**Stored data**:
________________________

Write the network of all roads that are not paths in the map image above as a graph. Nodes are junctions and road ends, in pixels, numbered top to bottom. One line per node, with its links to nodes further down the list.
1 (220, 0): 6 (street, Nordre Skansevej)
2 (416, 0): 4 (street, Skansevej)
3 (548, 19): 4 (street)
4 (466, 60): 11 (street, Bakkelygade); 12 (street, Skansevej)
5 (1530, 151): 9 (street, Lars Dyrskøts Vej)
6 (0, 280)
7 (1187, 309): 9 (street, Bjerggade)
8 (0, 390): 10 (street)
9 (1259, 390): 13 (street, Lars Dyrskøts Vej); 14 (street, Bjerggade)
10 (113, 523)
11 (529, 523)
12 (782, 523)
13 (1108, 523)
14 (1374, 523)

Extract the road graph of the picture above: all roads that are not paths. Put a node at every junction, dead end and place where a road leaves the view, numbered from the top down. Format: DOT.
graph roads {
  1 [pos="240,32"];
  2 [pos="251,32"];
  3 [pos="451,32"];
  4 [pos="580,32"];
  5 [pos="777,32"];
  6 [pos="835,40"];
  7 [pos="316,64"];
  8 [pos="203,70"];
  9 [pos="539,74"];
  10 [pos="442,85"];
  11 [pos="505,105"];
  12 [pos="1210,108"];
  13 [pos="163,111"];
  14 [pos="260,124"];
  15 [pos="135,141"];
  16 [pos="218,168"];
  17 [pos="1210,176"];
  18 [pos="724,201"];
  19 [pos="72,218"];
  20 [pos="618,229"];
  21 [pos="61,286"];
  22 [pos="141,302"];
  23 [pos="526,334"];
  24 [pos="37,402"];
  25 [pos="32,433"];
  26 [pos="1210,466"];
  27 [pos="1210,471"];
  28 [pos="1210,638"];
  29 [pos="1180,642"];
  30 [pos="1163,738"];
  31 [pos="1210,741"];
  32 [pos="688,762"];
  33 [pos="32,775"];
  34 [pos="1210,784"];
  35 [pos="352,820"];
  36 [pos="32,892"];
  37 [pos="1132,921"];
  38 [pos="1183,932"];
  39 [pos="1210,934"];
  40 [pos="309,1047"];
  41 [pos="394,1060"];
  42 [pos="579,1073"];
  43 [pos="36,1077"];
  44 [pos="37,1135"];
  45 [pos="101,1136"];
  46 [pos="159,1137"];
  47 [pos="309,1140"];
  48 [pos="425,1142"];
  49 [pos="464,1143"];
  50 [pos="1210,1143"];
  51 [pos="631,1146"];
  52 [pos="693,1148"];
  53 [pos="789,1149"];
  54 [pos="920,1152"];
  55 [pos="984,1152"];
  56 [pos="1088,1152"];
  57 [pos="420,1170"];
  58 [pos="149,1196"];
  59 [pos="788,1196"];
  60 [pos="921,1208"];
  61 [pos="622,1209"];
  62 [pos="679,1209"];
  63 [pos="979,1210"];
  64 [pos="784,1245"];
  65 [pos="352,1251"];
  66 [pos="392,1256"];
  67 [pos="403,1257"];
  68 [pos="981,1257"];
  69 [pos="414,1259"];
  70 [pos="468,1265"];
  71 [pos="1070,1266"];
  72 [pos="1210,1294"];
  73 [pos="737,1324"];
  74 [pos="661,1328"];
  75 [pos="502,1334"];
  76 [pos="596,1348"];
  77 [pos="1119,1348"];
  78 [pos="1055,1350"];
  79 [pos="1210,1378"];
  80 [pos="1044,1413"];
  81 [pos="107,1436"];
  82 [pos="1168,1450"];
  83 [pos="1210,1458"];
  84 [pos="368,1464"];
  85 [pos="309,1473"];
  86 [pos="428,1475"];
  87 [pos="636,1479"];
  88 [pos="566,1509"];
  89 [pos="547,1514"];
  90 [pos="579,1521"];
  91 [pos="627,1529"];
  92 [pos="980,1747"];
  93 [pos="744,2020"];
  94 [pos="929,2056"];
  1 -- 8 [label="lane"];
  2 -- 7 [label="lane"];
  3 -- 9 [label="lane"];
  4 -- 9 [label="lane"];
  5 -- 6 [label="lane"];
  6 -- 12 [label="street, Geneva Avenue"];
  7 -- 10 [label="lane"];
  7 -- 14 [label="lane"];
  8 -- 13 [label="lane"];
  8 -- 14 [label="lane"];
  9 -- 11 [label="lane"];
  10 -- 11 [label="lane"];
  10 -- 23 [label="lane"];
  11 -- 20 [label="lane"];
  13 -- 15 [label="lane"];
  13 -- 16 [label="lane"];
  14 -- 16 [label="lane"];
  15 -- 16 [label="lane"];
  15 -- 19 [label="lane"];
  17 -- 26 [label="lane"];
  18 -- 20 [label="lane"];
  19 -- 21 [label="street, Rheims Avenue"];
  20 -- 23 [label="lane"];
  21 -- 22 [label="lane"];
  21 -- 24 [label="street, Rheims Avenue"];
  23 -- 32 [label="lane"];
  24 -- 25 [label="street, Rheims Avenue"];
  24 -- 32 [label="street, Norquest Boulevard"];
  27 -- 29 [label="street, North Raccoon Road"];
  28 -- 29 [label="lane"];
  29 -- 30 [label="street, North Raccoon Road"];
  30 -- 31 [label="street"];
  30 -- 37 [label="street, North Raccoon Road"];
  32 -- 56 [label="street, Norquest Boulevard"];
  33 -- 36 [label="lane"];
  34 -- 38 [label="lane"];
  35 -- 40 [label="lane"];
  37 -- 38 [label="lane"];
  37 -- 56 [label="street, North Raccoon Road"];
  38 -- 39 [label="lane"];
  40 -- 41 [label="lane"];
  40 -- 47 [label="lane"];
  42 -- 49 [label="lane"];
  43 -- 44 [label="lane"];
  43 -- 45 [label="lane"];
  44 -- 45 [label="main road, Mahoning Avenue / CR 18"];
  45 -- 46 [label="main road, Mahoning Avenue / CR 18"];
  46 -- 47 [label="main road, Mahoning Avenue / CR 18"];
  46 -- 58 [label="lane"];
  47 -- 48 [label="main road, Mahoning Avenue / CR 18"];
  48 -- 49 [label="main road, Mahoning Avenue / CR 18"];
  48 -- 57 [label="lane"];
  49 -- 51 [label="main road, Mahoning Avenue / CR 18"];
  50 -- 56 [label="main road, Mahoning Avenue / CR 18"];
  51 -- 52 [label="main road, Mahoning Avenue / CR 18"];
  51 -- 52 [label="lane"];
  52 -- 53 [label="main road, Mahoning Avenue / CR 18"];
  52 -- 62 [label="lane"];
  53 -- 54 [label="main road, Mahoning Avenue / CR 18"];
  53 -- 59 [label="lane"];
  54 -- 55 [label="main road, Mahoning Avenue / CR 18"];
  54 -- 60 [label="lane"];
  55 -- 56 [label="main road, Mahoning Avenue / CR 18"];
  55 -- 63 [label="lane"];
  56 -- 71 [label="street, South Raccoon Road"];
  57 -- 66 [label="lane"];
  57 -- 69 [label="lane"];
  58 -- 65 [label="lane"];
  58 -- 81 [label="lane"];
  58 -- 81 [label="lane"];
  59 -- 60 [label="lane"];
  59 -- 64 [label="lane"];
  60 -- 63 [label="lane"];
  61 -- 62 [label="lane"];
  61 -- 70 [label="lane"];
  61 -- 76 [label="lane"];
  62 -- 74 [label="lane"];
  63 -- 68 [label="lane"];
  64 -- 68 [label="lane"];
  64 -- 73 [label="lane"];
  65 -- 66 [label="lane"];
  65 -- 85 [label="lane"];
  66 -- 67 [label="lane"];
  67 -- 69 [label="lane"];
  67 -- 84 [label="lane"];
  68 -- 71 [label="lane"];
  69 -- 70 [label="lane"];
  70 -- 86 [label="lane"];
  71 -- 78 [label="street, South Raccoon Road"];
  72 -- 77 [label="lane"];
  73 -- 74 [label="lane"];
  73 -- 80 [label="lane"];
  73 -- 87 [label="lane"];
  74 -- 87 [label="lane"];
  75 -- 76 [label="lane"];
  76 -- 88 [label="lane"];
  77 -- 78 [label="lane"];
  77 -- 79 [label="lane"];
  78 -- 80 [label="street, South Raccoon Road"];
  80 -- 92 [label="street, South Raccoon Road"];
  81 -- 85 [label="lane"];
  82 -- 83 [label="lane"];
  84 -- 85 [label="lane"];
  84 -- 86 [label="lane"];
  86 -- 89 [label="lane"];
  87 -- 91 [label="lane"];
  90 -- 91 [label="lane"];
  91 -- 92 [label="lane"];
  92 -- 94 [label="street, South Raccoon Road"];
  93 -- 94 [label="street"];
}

________________________

Find every line in the records that uses the string "Rheims", then copy it.

  19 -- 21 [label="street, Rheims Avenue"];
  21 -- 24 [label="street, Rheims Avenue"];
  24 -- 25 [label="street, Rheims Avenue"];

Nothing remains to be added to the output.